PROBLEM TO WORK ON.
Keep only the lines that hold the string "grid", filtering out the rest of the entries below.
*** SOURCE DATA ***
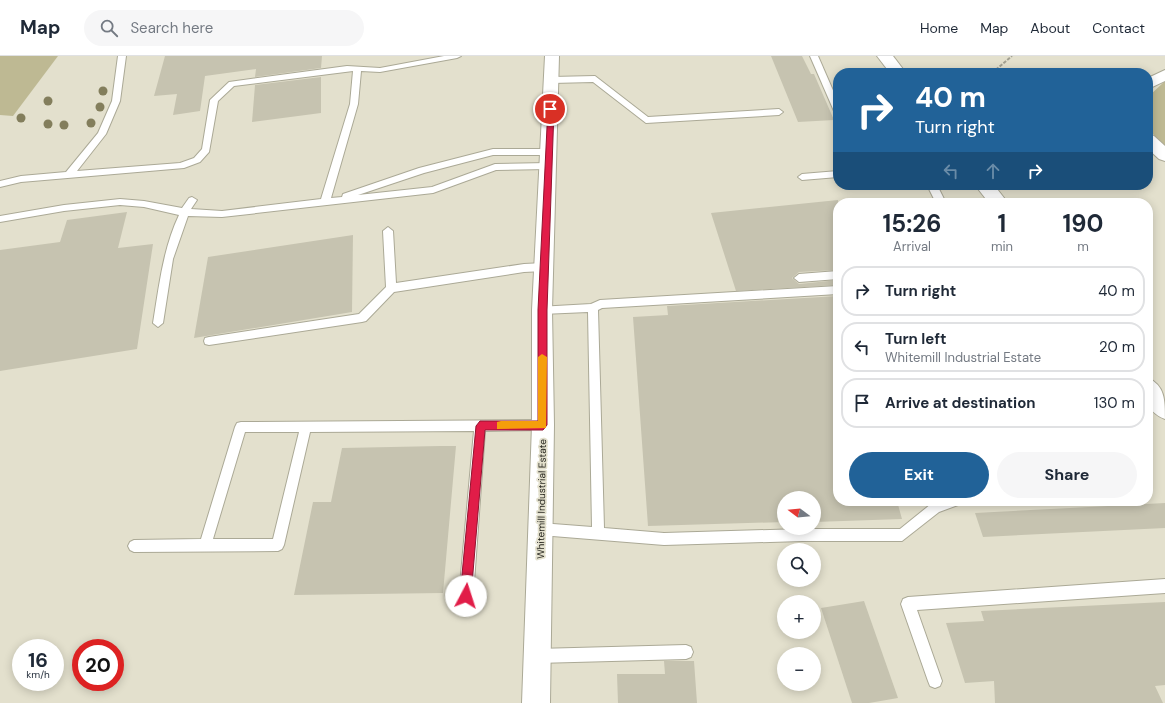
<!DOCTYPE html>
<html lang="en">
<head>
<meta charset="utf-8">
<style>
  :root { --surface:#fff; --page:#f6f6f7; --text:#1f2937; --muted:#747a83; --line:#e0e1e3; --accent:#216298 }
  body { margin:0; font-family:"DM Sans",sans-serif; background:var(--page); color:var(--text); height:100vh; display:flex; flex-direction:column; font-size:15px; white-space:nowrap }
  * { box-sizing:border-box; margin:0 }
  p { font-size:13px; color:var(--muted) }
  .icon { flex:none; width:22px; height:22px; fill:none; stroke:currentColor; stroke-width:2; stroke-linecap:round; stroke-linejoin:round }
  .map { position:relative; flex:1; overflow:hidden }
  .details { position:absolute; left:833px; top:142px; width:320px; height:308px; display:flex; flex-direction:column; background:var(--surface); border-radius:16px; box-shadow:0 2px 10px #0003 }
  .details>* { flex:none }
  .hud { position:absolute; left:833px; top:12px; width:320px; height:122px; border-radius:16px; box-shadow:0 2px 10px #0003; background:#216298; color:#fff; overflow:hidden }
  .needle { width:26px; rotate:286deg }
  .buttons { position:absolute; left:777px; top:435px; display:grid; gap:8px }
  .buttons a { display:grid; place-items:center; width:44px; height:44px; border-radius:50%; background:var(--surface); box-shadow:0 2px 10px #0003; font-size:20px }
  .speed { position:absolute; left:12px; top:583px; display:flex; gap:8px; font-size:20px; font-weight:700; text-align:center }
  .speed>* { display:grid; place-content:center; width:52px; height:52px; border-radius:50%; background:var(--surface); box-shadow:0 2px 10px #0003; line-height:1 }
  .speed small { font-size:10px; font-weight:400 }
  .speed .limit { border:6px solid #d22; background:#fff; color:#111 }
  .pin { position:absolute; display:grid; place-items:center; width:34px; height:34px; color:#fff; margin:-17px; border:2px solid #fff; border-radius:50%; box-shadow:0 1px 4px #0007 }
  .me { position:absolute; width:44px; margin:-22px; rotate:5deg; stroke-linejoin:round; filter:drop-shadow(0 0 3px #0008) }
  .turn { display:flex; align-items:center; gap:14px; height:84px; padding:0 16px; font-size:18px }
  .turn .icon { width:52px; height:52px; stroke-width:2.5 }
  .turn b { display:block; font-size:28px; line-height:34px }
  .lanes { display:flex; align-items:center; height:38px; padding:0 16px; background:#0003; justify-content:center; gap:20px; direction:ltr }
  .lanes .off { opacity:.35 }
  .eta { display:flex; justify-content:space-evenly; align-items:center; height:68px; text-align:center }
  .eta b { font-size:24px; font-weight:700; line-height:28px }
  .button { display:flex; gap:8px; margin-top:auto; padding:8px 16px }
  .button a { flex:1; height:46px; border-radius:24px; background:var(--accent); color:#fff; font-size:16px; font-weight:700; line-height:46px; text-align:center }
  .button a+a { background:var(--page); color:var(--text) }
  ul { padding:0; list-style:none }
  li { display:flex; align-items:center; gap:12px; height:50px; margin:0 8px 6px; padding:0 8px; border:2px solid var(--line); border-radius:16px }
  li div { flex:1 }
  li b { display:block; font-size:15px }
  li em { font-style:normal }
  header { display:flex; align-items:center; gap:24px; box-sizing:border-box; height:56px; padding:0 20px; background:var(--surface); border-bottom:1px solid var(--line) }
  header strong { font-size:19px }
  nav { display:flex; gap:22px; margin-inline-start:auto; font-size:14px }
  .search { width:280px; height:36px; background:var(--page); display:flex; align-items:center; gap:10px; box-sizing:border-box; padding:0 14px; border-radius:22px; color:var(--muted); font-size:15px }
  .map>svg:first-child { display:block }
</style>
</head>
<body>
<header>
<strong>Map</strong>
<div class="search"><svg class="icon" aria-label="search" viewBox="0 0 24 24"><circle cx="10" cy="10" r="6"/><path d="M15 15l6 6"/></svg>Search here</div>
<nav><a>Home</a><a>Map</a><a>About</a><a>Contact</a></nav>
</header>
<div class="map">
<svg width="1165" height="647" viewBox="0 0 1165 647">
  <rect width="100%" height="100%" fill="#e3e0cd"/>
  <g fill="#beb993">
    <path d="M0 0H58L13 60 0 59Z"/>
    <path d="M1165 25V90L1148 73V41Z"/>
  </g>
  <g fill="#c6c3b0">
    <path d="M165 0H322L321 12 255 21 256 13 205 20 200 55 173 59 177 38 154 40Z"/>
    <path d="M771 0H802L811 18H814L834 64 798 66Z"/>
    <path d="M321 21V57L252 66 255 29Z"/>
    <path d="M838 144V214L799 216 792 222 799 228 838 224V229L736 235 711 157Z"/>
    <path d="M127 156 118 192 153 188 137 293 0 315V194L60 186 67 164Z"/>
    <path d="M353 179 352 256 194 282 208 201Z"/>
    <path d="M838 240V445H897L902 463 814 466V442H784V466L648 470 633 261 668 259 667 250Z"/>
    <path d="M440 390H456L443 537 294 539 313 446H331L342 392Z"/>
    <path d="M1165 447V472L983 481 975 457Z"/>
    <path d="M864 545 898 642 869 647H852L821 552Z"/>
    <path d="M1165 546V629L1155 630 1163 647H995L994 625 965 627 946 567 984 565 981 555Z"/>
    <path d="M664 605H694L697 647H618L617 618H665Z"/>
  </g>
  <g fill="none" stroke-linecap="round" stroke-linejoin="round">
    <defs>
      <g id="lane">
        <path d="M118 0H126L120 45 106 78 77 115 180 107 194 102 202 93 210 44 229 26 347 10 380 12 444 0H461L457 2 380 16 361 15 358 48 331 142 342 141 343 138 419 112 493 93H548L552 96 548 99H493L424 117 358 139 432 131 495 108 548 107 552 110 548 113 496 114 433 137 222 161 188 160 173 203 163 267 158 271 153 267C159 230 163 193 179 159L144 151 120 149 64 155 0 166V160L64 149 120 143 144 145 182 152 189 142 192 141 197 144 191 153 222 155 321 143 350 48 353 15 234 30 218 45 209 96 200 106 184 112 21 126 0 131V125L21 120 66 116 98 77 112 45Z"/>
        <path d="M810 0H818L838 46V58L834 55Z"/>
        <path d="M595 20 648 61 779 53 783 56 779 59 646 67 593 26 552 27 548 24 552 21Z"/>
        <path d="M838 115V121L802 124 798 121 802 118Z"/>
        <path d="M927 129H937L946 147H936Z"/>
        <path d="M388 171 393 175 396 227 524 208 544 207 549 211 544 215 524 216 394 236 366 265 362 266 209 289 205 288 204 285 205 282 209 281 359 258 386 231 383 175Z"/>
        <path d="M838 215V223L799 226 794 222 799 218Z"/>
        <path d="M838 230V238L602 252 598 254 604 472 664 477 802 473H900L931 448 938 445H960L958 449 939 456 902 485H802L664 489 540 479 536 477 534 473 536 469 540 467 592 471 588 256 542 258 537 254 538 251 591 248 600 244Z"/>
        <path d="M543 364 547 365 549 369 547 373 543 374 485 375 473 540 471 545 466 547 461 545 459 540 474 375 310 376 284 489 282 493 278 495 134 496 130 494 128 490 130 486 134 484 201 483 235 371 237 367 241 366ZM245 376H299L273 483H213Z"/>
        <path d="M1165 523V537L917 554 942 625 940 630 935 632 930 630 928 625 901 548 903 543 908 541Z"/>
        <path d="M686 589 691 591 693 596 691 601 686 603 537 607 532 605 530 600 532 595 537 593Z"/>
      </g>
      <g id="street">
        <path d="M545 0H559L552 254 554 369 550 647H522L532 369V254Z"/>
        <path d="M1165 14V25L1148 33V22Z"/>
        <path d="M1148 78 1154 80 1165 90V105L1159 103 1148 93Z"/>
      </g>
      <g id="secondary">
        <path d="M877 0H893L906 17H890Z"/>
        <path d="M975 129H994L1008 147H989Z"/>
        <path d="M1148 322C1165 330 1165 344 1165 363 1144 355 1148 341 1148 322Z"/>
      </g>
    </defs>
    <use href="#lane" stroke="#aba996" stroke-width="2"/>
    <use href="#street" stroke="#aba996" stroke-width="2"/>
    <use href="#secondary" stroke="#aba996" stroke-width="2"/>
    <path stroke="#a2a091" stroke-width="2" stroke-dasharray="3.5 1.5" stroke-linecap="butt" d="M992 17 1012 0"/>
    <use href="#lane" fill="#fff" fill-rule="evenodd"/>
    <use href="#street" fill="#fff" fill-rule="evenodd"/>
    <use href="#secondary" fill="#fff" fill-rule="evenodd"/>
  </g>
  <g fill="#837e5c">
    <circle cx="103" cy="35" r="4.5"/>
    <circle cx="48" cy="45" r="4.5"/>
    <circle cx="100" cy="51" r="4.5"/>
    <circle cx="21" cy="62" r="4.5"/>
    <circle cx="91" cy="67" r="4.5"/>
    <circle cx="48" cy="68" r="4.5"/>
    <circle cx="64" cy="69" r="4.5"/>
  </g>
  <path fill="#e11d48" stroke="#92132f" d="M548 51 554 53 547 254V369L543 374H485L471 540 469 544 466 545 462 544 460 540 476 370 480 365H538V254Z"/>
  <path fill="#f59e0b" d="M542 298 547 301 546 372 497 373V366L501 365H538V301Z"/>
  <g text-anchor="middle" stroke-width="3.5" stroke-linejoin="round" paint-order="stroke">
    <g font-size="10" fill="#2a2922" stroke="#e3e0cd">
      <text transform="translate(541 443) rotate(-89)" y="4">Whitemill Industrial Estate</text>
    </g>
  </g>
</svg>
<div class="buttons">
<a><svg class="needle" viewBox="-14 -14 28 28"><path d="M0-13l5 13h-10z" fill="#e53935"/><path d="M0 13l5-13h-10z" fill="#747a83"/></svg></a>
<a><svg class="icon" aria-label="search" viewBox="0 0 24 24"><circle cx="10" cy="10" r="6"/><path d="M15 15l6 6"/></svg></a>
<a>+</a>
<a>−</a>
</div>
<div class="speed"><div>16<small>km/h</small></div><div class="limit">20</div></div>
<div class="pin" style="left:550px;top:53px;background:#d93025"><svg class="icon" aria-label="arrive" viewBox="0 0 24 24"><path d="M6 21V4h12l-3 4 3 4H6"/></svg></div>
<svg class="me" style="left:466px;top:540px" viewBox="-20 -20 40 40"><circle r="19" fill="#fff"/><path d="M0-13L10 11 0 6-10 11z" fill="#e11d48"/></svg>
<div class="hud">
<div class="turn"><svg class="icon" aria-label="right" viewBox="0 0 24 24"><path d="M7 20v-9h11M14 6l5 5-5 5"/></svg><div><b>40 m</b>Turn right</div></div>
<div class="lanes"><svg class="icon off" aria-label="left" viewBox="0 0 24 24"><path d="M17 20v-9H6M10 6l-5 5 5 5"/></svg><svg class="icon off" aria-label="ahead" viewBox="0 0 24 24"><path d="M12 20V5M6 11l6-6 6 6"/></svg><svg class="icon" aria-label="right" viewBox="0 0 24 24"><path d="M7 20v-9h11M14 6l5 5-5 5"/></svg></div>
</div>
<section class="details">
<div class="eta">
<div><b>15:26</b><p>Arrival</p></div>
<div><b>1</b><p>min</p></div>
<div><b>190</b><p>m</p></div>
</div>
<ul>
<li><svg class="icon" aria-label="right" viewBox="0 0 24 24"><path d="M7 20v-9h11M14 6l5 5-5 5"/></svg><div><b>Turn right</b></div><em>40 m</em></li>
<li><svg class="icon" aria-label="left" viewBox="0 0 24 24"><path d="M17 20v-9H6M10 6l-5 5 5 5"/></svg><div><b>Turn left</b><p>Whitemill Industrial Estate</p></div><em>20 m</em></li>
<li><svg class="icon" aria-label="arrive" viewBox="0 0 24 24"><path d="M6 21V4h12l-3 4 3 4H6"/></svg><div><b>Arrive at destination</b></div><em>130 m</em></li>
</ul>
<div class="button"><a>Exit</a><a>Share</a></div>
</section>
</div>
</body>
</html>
*** End of SOURCE DATA ***
TASK RESULT.
  .buttons { position:absolute; left:777px; top:435px; display:grid; gap:8px }
  .buttons a { display:grid; place-items:center; width:44px; height:44px; border-radius:50%; background:var(--surface); box-shadow:0 2px 10px #0003; font-size:20px }
  .speed>* { display:grid; place-content:center; width:52px; height:52px; border-radius:50%; background:var(--surface); box-shadow:0 2px 10px #0003; line-height:1 }
  .pin { position:absolute; display:grid; place-items:center; width:34px; height:34px; color:#fff; margin:-17px; border:2px solid #fff; border-radius:50%; box-shadow:0 1px 4px #0007 }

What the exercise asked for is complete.